## DATASET EXTRACT
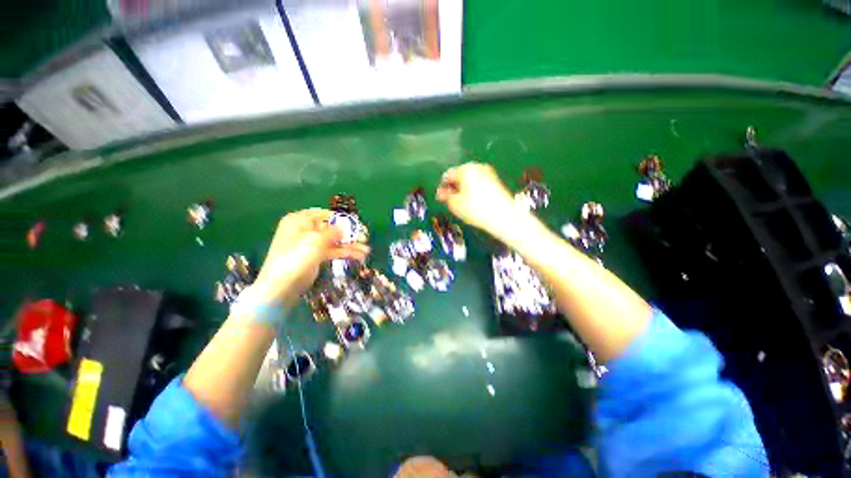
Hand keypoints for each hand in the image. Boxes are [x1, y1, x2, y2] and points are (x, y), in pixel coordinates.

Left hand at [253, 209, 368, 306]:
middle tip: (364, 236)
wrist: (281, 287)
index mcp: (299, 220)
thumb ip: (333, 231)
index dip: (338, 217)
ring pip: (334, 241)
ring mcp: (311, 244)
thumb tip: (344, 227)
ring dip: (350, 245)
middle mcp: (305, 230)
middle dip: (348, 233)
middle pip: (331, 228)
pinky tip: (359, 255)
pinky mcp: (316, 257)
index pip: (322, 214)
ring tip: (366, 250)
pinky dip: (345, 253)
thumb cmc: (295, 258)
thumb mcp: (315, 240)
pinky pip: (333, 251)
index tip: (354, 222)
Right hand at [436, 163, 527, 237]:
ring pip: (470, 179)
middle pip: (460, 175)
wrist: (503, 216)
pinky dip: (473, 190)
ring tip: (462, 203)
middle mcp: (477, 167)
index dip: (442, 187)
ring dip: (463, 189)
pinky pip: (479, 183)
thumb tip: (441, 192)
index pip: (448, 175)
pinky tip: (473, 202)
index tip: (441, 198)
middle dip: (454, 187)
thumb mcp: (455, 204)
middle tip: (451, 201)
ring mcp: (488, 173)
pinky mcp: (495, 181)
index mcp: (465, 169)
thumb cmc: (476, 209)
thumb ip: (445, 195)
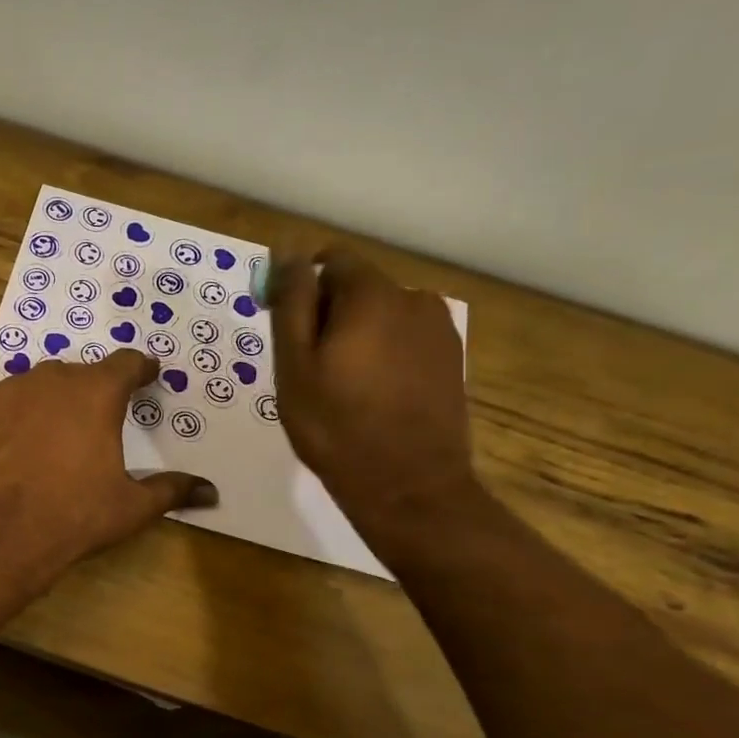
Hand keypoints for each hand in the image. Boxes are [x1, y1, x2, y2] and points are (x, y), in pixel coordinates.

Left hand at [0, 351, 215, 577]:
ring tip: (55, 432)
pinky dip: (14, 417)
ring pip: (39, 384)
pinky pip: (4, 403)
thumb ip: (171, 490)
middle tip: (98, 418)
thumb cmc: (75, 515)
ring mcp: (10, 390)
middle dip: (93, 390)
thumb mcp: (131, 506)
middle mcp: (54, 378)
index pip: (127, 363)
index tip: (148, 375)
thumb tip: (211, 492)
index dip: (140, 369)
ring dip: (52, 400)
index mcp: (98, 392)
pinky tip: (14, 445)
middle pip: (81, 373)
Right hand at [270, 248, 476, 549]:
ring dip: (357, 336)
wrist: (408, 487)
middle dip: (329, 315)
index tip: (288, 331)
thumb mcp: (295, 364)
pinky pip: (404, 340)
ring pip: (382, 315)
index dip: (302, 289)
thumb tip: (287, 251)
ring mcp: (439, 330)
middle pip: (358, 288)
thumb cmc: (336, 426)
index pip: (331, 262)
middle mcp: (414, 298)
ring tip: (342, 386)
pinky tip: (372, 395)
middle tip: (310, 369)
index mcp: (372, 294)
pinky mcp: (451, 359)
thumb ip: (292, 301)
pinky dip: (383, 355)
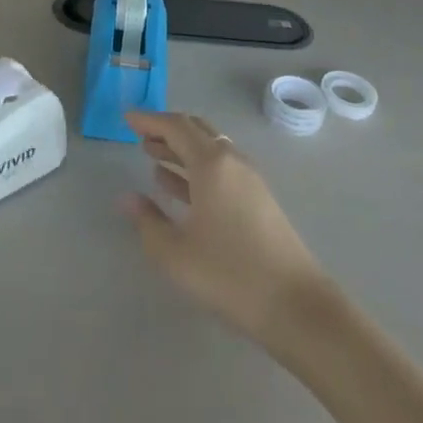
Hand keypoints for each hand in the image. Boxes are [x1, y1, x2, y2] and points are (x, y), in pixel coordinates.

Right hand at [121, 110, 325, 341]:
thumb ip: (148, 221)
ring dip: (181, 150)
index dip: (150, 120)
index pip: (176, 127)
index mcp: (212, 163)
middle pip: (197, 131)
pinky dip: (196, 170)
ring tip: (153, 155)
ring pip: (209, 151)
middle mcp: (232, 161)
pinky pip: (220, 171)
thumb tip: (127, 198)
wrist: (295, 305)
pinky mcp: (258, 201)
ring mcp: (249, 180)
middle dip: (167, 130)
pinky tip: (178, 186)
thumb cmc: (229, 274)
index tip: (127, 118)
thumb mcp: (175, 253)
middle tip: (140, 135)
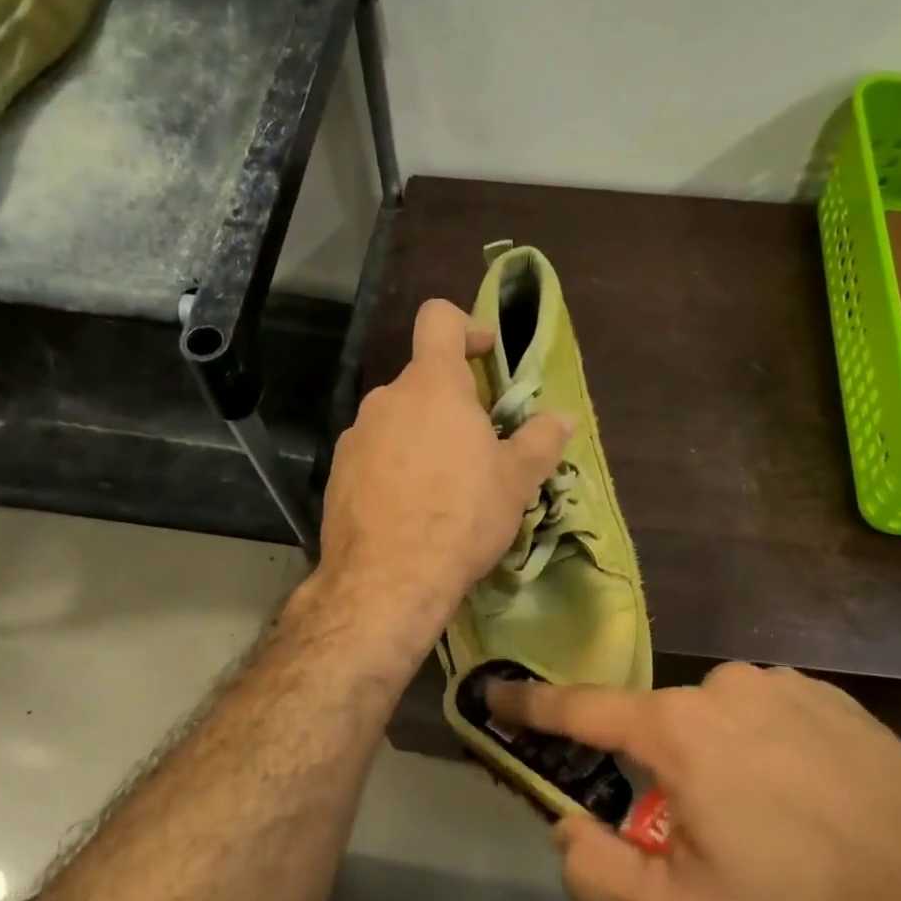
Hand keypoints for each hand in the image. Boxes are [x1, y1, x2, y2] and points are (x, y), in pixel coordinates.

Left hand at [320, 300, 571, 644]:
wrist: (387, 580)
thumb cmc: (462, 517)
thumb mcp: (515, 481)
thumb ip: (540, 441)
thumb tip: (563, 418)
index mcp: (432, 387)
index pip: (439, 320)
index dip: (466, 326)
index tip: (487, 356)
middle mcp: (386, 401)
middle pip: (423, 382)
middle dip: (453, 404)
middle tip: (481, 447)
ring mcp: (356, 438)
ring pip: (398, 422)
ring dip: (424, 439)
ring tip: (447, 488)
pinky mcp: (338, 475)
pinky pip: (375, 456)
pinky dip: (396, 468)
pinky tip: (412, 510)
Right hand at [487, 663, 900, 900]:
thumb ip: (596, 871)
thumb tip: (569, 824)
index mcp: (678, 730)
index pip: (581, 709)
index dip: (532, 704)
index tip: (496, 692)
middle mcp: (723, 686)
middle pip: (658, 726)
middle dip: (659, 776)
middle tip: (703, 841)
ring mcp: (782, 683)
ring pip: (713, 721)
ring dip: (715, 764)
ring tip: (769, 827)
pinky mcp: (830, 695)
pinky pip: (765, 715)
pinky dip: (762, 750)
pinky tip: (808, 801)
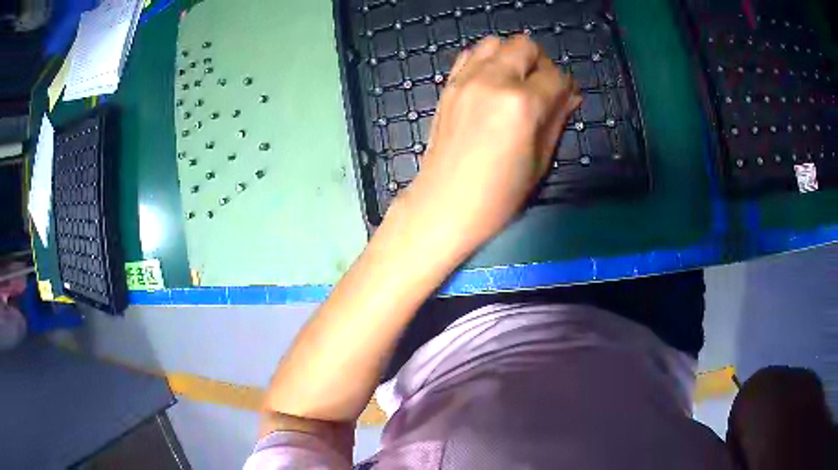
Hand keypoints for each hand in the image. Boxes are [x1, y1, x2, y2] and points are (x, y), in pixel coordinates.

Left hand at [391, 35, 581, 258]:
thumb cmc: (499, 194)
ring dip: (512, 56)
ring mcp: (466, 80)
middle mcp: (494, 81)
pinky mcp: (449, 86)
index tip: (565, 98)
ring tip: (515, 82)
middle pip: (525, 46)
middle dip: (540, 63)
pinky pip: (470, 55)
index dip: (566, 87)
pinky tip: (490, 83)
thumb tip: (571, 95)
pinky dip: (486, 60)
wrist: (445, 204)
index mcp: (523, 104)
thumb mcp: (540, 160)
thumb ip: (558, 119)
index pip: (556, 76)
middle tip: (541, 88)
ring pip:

## EXERCISE DETAILS
The answer must be the lines above from the line that contains "thumb mcp: (515, 481)" to the final line of the data, word for word, with no pictures.

## THE ANSWER
thumb mcp: (515, 481)
thumb ip: (540, 441)
thumb tip: (563, 418)
index mcp: (432, 387)
index pip: (439, 320)
index dip: (466, 326)
index tip: (487, 356)
middle mcp: (386, 401)
middle pip: (423, 382)
middle dip: (453, 404)
middle tip: (481, 447)
ring mcp: (356, 438)
ring pip: (398, 422)
ring dip: (424, 439)
ring tip: (447, 488)
pinky mcp: (338, 475)
pinky pip: (375, 456)
pinky dip: (396, 468)
pinky tip: (412, 510)
Right hand at [487, 663, 900, 900]:
thumb ip: (596, 871)
thumb tip: (569, 824)
index mcp: (678, 730)
index pip: (581, 709)
index dip: (532, 704)
index tip: (496, 692)
middle mcp: (723, 686)
middle pip: (658, 726)
middle dip: (659, 776)
middle tip: (703, 841)
ring mcp: (782, 683)
ring pip: (713, 721)
ring dip: (715, 764)
ring tip: (769, 827)
pinky mcp: (830, 695)
pinky pip: (765, 715)
pinky dip: (762, 750)
pinky tip: (808, 801)
Hand keypoints for each hand in the image. Boxes are [x1, y1, x2, y2] and points are (x, y), in pixel coordinates.

Left hand at [391, 35, 581, 258]:
thumb cmc: (499, 194)
ring dip: (512, 56)
ring mcp: (466, 80)
middle mcp: (494, 81)
pinky mcp: (449, 86)
index tip: (565, 98)
ring tip: (515, 82)
middle pip: (525, 46)
middle dip: (540, 63)
pinky pip: (470, 55)
index dip: (566, 87)
pinky tip: (490, 83)
thumb tip: (571, 95)
pinky dip: (486, 60)
wrist: (445, 204)
index mcp: (523, 104)
thumb mcp: (540, 160)
thumb ip: (558, 119)
index pip: (556, 76)
middle tip: (541, 88)
ring pip:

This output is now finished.